Just Watched: Ikiru

 Ikiru

After suffering through Avatar I felt the need to watch something with potentially more redeeming value.  I recorded Ikiru a couple of months ago when AMC was honoring Kurosawa with a movie marathon to coincide with what would have been his 100th birthday.  Today seemed like as good a time as any to watch it.

Going in I knew only two pieces of information about this film.  First, I knew it was directed by Kurosawa and second that it involved an old man facing his mortality.  What I didn't know was that it stared the same awesome actor who played the lead Samurai in Kurosawa's arguably most famous film 'The Seven Samurai' and that rather than being a medieval period piece (as have been all the Kurosawa films I've seen)  this one took place in 1950s Japan.

The plot is simple.  The protagonist, Kanji Watanabe, a senior government bureaucrat learns he has stomach cancer and only months to live.  The news of his impending death forces him to take a fresh look at his repetitive existence and he finds it wanting.  He tries drinking and he chases a young lady whose youth he envies but neither can dispel the shadow death has cast on his thoughts.  Finally he realizes that he needs to do something that will have a lasting impact and he decides to use his government position a to help push through a park project that's stuck in bureaucratic mire.
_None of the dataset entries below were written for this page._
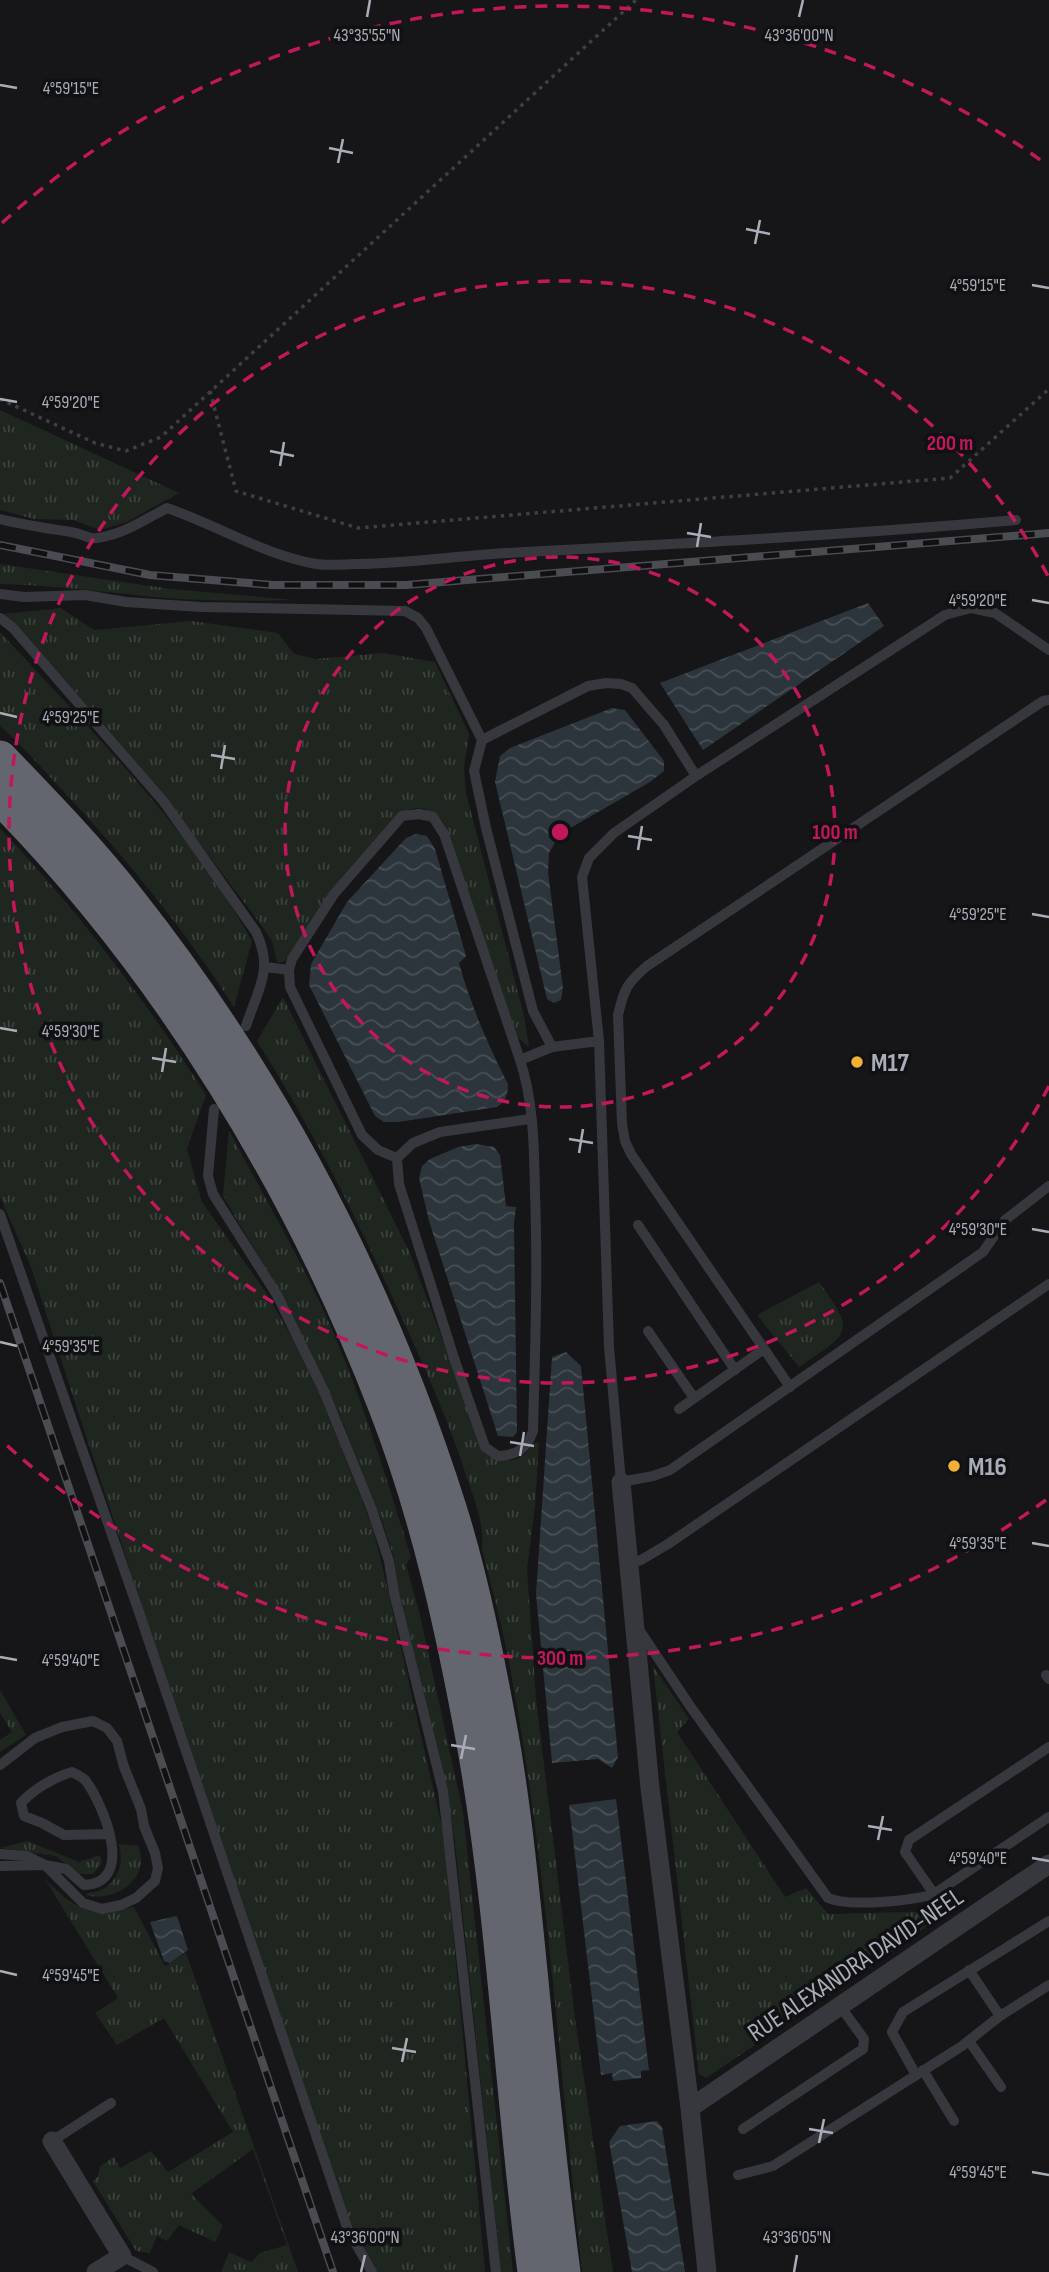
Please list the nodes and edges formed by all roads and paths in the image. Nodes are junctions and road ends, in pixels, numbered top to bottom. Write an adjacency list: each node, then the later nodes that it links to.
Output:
1 (636, 0): 3 (path)
2 (1049, 388): 3 (path)
3 (210, 391): 4 (path)
4 (0, 399)
5 (0, 519): 6 (lane)
6 (1016, 520)
7 (0, 594): 11 (lane)
8 (0, 618): 15 (lane)
9 (1049, 650): 13 (lane)
10 (1049, 700): 29 (lane)
11 (482, 740): 13 (lane); 19 (lane)
12 (0, 758): 66 (highway)
13 (696, 776): 18 (lane)
14 (0, 797): 65 (highway)
15 (266, 967): 16 (lane); 17 (lane)
16 (289, 970): 20 (lane); 23 (lane)
17 (246, 1026)
18 (599, 1041): 19 (lane); 34 (lane)
19 (552, 1047): 20 (lane)
20 (520, 1060): 22 (lane)
21 (214, 1109): 64 (lane)
22 (530, 1119): 23 (lane); 23 (lane)
23 (397, 1158)
24 (1049, 1186): 31 (lane)
25 (0, 1214): 63 (lane)
26 (638, 1225): 30 (lane)
27 (1049, 1284): 35 (lane)
28 (648, 1331): 32 (lane)
29 (764, 1349): 30 (lane); 31 (lane)
30 (735, 1370): 32 (lane)
31 (790, 1387): 34 (lane)
32 (694, 1398): 33 (lane)
33 (678, 1409)
34 (621, 1482): 35 (street)
35 (629, 1564): 36 (street)
36 (634, 1622): 45 (lane); 55 (street)
37 (1049, 1747): 45 (lane)
38 (0, 1765): 43 (lane)
39 (1049, 1817): 45 (lane)
40 (108, 1834): 40 (lane); 43 (lane)
41 (0, 1854): 43 (lane)
42 (1049, 1864): 49 (street, RUE ALEXANDRA DAVID-NEEL)
43 (45, 1865): 44 (lane)
44 (0, 1866)
45 (934, 1894)
46 (1049, 1921): 47 (lane)
47 (969, 1970): 50 (lane); 52 (lane)
48 (1049, 1985): 50 (lane)
49 (840, 2006): 55 (street, RUE ALEXANDRA DAVID-NEEL); 57 (lane)
50 (1000, 2017): 51 (lane)
51 (969, 2040): 52 (lane); 53 (lane)
52 (920, 2073): 56 (lane); 59 (lane)
53 (1001, 2087)
54 (111, 2103): 58 (lane)
55 (690, 2108): 67 (street)
56 (954, 2121)
57 (743, 2129)
58 (52, 2141): 60 (street)
59 (738, 2175)
60 (122, 2256): 61 (street); 62 (lane)
61 (96, 2272)
62 (153, 2272)
63 (372, 2272)
64 (496, 2272)
65 (536, 2272)
66 (563, 2272)
67 (707, 2272)

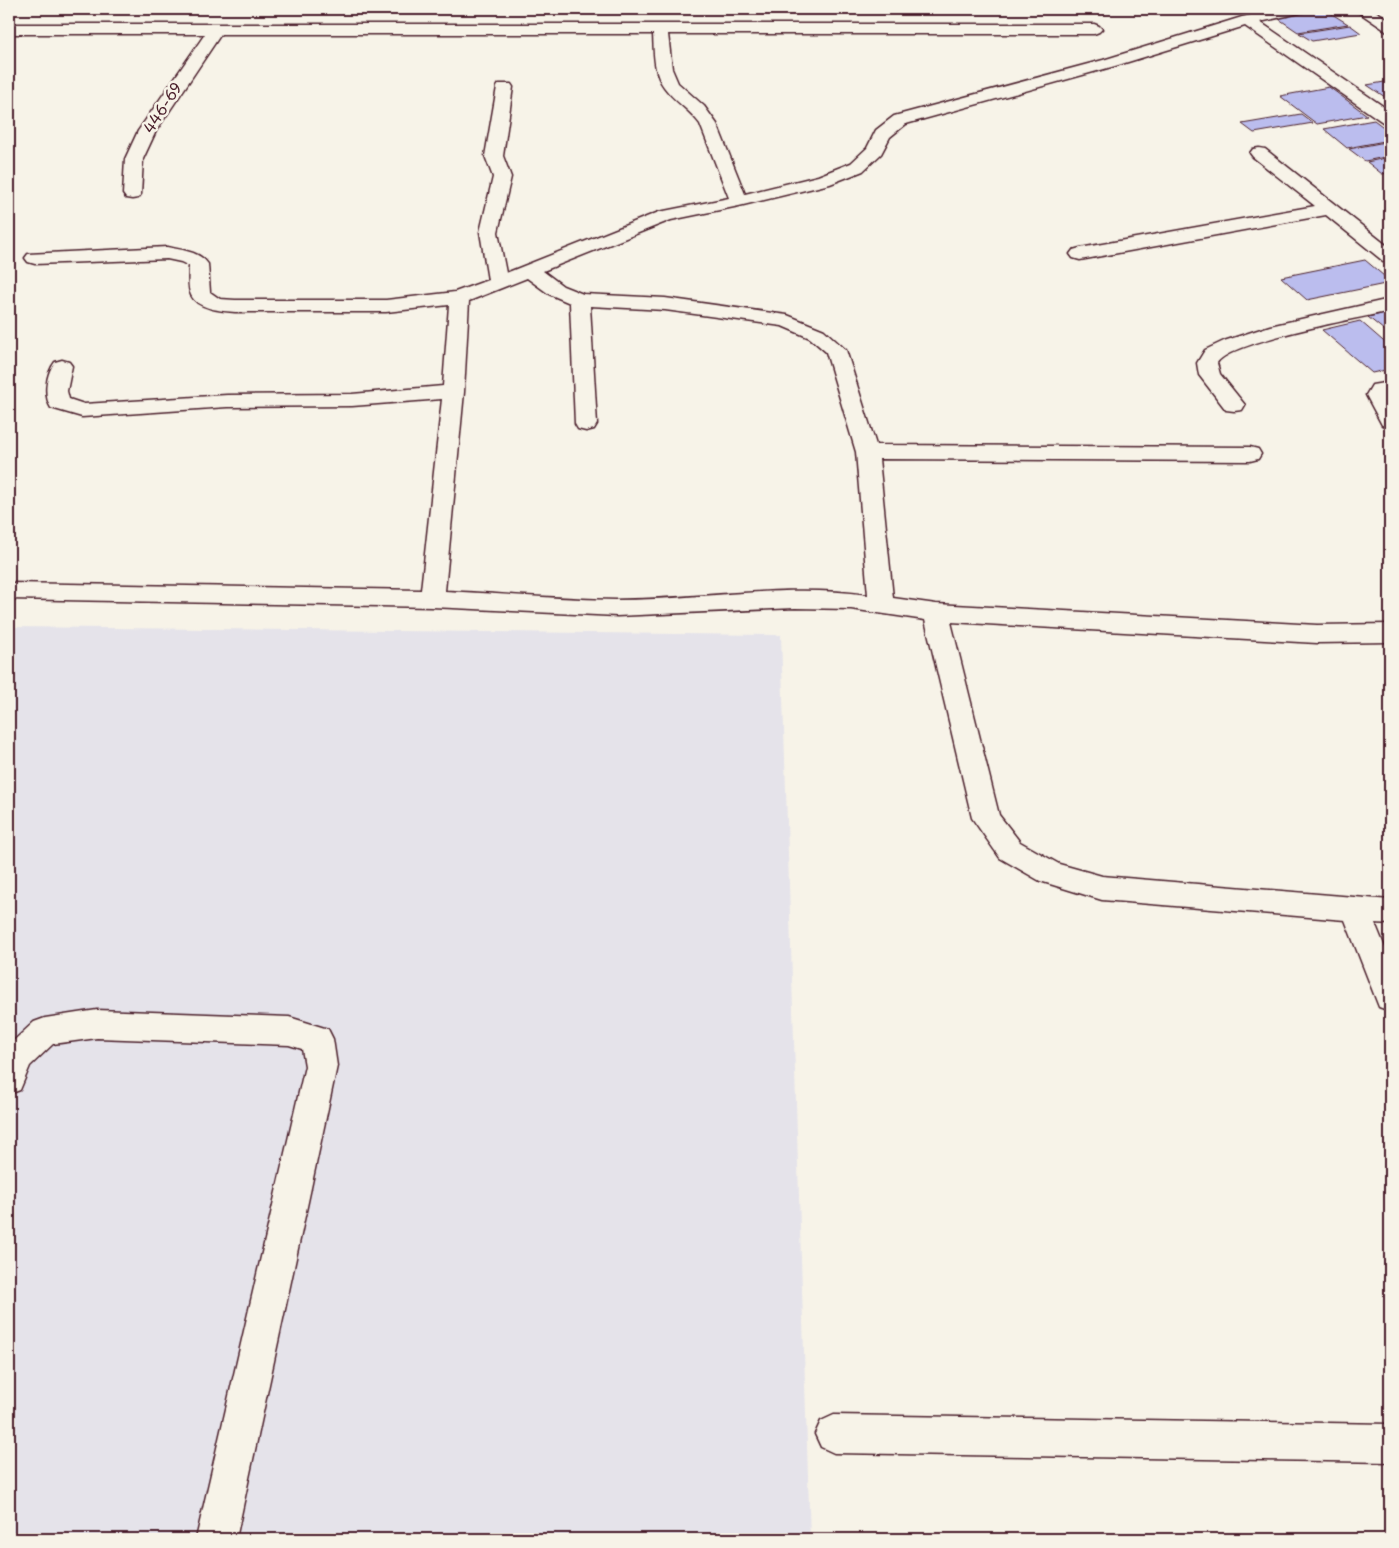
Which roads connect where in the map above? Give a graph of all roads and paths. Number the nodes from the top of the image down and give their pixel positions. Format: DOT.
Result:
graph roads {
  1 [pos="1296,9"];
  2 [pos="1362,9"];
  3 [pos="1247,20"];
  4 [pos="1390,26"];
  5 [pos="660,28"];
  6 [pos="9,29"];
  7 [pos="216,29"];
  8 [pos="1109,62"];
  9 [pos="505,87"];
  10 [pos="1390,119"];
  11 [pos="1259,153"];
  12 [pos="132,194"];
  13 [pos="739,201"];
  14 [pos="1329,209"];
  15 [pos="1080,254"];
  16 [pos="1390,257"];
  17 [pos="35,258"];
  18 [pos="530,270"];
  19 [pos="498,284"];
  20 [pos="459,298"];
  21 [pos="580,300"];
  22 [pos="1390,305"];
  23 [pos="62,366"];
  24 [pos="1390,388"];
  25 [pos="453,392"];
  26 [pos="1234,405"];
  27 [pos="1390,420"];
  28 [pos="586,424"];
  29 [pos="867,452"];
  30 [pos="1250,454"];
  31 [pos="9,591"];
  32 [pos="432,599"];
  33 [pos="881,605"];
  34 [pos="936,613"];
  35 [pos="1390,633"];
  36 [pos="1355,909"];
  37 [pos="1390,912"];
  38 [pos="1390,998"];
  39 [pos="9,1080"];
  40 [pos="834,1434"];
  41 [pos="1390,1443"];
  42 [pos="216,1539"];
  1 -- 3 [label="street"];
  2 -- 4 [label="street"];
  3 -- 8 [label="street"];
  3 -- 10 [label="street"];
  5 -- 7 [label="street"];
  5 -- 8 [label="street"];
  5 -- 13 [label="street"];
  6 -- 7 [label="street"];
  7 -- 12 [label="street, 446-69"];
  8 -- 13 [label="street"];
  9 -- 19 [label="street"];
  11 -- 14 [label="street"];
  13 -- 18 [label="street"];
  14 -- 15 [label="street"];
  14 -- 16 [label="street"];
  17 -- 20 [label="street"];
  18 -- 19 [label="street"];
  18 -- 21 [label="street"];
  19 -- 20 [label="street"];
  20 -- 25 [label="street"];
  21 -- 28 [label="street"];
  21 -- 29 [label="street"];
  22 -- 26 [label="street"];
  23 -- 25 [label="street"];
  24 -- 27 [label="street"];
  25 -- 32 [label="street"];
  29 -- 30 [label="street"];
  29 -- 33 [label="street"];
  31 -- 32 [label="street"];
  32 -- 33 [label="street"];
  33 -- 34 [label="street"];
  34 -- 35 [label="street"];
  34 -- 36 [label="street"];
  36 -- 37 [label="street"];
  36 -- 38 [label="street"];
  39 -- 42 [label="street"];
  40 -- 41 [label="street"];
}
The final quarter of the film takes place at his wake and consists of family, fellow bureaucrats and elected officials debating whether Watanabe deserves credit for the park project of whether he was just a cog in bureaucratic machine that would have created the park with or without Watanabe.   

As I watched Ikiru I kept thinking about Bergman's 'Wild Strawberries' and 'The Seventh Seal', two other great existential films from the same period.   In the end I did not enjoy Ikiru as much as either of those films but found it interesting contrasting the Japanese perspective on death with the Scandinavian.   I grew up watching WWII movies and they usually depicted the Japanese as strict Bushido followers who had no problem being a Kamikaze or gutting themselves with sword if their honor was impeached.  This more nuanced and less enthusiastic approach to death and dieing was interesting to see and much more in line with how I imagine most humans feel.

The production values of Ikiru are very simple compared to the big battle scene's Kurosawa is most famous for.  Personally, I love how Kurosawa uses weather: rain, wind and fog are common elements of his films, however given the propensity of internal locations in Ikiru, weather didn't play a big part.   There were two small but important scenes that had weather elements.  The first has Wantanabe visiting the location where the park is to be built.  It's pouring rain and he walks out into the middle of the storm while most of his fellow bureaucrats huddle beneath umbrellas.  The last directly precedes Wantanabe's death and finds him sitting on a swing in the completed park singing a sad song as snow falls.  Both work well, I only wish there had been more like them.

As much as I enjoyed this film it's not something I'd recommend to anyone but a film buff.  Between the Japanese subtitles, slow pace and dark subject matter this isn't a film for the simple entertainment seeker but I certainly found it a nice balm for the Avatar blues.